== RECORDS FOR THIS TASK ==

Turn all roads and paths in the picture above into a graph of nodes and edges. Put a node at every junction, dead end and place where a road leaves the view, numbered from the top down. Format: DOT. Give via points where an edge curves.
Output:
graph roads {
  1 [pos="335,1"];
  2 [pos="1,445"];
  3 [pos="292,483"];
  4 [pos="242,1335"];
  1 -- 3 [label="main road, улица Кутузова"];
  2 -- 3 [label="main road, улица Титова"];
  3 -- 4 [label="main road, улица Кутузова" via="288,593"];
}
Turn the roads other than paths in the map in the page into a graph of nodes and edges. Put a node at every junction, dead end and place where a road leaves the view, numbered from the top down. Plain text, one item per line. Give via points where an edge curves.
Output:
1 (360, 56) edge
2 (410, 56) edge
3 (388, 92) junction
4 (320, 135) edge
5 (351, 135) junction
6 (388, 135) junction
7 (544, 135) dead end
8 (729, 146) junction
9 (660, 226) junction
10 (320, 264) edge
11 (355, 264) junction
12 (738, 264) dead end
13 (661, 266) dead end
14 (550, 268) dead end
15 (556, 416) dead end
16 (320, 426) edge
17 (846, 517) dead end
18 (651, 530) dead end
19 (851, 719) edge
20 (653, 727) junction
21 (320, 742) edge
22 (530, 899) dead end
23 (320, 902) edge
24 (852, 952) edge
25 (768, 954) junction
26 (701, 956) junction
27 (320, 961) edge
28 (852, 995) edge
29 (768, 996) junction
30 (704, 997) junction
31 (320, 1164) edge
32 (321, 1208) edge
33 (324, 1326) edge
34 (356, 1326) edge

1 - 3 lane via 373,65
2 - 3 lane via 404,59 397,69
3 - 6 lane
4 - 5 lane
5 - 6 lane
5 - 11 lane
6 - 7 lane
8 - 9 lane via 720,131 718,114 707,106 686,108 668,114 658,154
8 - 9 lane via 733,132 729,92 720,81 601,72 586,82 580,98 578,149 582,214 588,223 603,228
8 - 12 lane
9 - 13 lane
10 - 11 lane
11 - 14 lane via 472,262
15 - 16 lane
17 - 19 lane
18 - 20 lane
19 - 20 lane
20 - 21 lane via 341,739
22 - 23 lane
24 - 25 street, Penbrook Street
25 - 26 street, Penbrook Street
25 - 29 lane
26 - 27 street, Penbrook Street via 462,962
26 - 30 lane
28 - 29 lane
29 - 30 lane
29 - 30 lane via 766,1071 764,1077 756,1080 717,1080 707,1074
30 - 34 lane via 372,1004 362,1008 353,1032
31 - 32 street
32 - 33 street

===

◆ EXERCISE OBJECTIVE: Give back the records above, character for character.

◆ OUTPUT FOR THIS TASK:
Turn all roads and paths in the picture above into a graph of nodes and edges. Put a node at every junction, dead end and place where a road leaves the view, numbered from the top down. Format: DOT. Give via points where an edge curves.
Output:
graph roads {
  1 [pos="335,1"];
  2 [pos="1,445"];
  3 [pos="292,483"];
  4 [pos="242,1335"];
  1 -- 3 [label="main road, улица Кутузова"];
  2 -- 3 [label="main road, улица Титова"];
  3 -- 4 [label="main road, улица Кутузова" via="288,593"];
}
Turn the roads other than paths in the map in the page into a graph of nodes and edges. Put a node at every junction, dead end and place where a road leaves the view, numbered from the top down. Plain text, one item per line. Give via points where an edge curves.
Output:
1 (360, 56) edge
2 (410, 56) edge
3 (388, 92) junction
4 (320, 135) edge
5 (351, 135) junction
6 (388, 135) junction
7 (544, 135) dead end
8 (729, 146) junction
9 (660, 226) junction
10 (320, 264) edge
11 (355, 264) junction
12 (738, 264) dead end
13 (661, 266) dead end
14 (550, 268) dead end
15 (556, 416) dead end
16 (320, 426) edge
17 (846, 517) dead end
18 (651, 530) dead end
19 (851, 719) edge
20 (653, 727) junction
21 (320, 742) edge
22 (530, 899) dead end
23 (320, 902) edge
24 (852, 952) edge
25 (768, 954) junction
26 (701, 956) junction
27 (320, 961) edge
28 (852, 995) edge
29 (768, 996) junction
30 (704, 997) junction
31 (320, 1164) edge
32 (321, 1208) edge
33 (324, 1326) edge
34 (356, 1326) edge

1 - 3 lane via 373,65
2 - 3 lane via 404,59 397,69
3 - 6 lane
4 - 5 lane
5 - 6 lane
5 - 11 lane
6 - 7 lane
8 - 9 lane via 720,131 718,114 707,106 686,108 668,114 658,154
8 - 9 lane via 733,132 729,92 720,81 601,72 586,82 580,98 578,149 582,214 588,223 603,228
8 - 12 lane
9 - 13 lane
10 - 11 lane
11 - 14 lane via 472,262
15 - 16 lane
17 - 19 lane
18 - 20 lane
19 - 20 lane
20 - 21 lane via 341,739
22 - 23 lane
24 - 25 street, Penbrook Street
25 - 26 street, Penbrook Street
25 - 29 lane
26 - 27 street, Penbrook Street via 462,962
26 - 30 lane
28 - 29 lane
29 - 30 lane
29 - 30 lane via 766,1071 764,1077 756,1080 717,1080 707,1074
30 - 34 lane via 372,1004 362,1008 353,1032
31 - 32 street
32 - 33 street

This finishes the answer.